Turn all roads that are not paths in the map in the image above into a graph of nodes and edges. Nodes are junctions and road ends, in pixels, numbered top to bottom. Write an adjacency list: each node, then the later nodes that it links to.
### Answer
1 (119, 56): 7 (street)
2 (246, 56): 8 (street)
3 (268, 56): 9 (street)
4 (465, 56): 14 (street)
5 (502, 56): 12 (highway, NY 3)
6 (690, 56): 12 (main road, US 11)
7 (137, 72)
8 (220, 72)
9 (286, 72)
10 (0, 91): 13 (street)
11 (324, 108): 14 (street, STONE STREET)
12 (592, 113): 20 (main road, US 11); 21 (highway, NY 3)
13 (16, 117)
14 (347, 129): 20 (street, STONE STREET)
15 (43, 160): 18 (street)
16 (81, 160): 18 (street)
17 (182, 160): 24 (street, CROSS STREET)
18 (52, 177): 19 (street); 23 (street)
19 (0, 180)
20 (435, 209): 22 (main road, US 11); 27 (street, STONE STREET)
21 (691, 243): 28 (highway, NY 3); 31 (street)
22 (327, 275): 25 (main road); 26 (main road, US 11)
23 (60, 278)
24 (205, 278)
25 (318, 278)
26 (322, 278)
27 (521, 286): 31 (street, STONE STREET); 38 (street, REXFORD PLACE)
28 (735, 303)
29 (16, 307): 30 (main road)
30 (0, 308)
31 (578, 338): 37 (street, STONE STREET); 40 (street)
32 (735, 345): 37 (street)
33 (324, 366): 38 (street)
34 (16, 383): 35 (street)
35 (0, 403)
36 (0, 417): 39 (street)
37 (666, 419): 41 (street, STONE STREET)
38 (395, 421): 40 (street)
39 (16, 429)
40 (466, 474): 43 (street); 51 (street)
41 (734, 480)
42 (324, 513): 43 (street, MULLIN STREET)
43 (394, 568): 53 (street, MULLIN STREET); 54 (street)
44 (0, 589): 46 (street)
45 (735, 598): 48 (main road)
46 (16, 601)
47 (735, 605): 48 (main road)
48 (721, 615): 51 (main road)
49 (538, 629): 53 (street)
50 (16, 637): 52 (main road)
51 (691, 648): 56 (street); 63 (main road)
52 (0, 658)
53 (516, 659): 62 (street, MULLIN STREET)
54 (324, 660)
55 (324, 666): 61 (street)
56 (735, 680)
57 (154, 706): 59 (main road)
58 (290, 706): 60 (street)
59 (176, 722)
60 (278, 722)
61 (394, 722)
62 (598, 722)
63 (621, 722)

- Task goal:
This exercise requires all the entries to be written out again exactly.

- Answer space:
Turn all roads that are not paths in the map in the image above into a graph of nodes and edges. Nodes are junctions and road ends, in pixels, numbered top to bottom. Write an adjacency list: each node, then the later nodes that it links to.
### Answer
1 (119, 56): 7 (street)
2 (246, 56): 8 (street)
3 (268, 56): 9 (street)
4 (465, 56): 14 (street)
5 (502, 56): 12 (highway, NY 3)
6 (690, 56): 12 (main road, US 11)
7 (137, 72)
8 (220, 72)
9 (286, 72)
10 (0, 91): 13 (street)
11 (324, 108): 14 (street, STONE STREET)
12 (592, 113): 20 (main road, US 11); 21 (highway, NY 3)
13 (16, 117)
14 (347, 129): 20 (street, STONE STREET)
15 (43, 160): 18 (street)
16 (81, 160): 18 (street)
17 (182, 160): 24 (street, CROSS STREET)
18 (52, 177): 19 (street); 23 (street)
19 (0, 180)
20 (435, 209): 22 (main road, US 11); 27 (street, STONE STREET)
21 (691, 243): 28 (highway, NY 3); 31 (street)
22 (327, 275): 25 (main road); 26 (main road, US 11)
23 (60, 278)
24 (205, 278)
25 (318, 278)
26 (322, 278)
27 (521, 286): 31 (street, STONE STREET); 38 (street, REXFORD PLACE)
28 (735, 303)
29 (16, 307): 30 (main road)
30 (0, 308)
31 (578, 338): 37 (street, STONE STREET); 40 (street)
32 (735, 345): 37 (street)
33 (324, 366): 38 (street)
34 (16, 383): 35 (street)
35 (0, 403)
36 (0, 417): 39 (street)
37 (666, 419): 41 (street, STONE STREET)
38 (395, 421): 40 (street)
39 (16, 429)
40 (466, 474): 43 (street); 51 (street)
41 (734, 480)
42 (324, 513): 43 (street, MULLIN STREET)
43 (394, 568): 53 (street, MULLIN STREET); 54 (street)
44 (0, 589): 46 (street)
45 (735, 598): 48 (main road)
46 (16, 601)
47 (735, 605): 48 (main road)
48 (721, 615): 51 (main road)
49 (538, 629): 53 (street)
50 (16, 637): 52 (main road)
51 (691, 648): 56 (street); 63 (main road)
52 (0, 658)
53 (516, 659): 62 (street, MULLIN STREET)
54 (324, 660)
55 (324, 666): 61 (street)
56 (735, 680)
57 (154, 706): 59 (main road)
58 (290, 706): 60 (street)
59 (176, 722)
60 (278, 722)
61 (394, 722)
62 (598, 722)
63 (621, 722)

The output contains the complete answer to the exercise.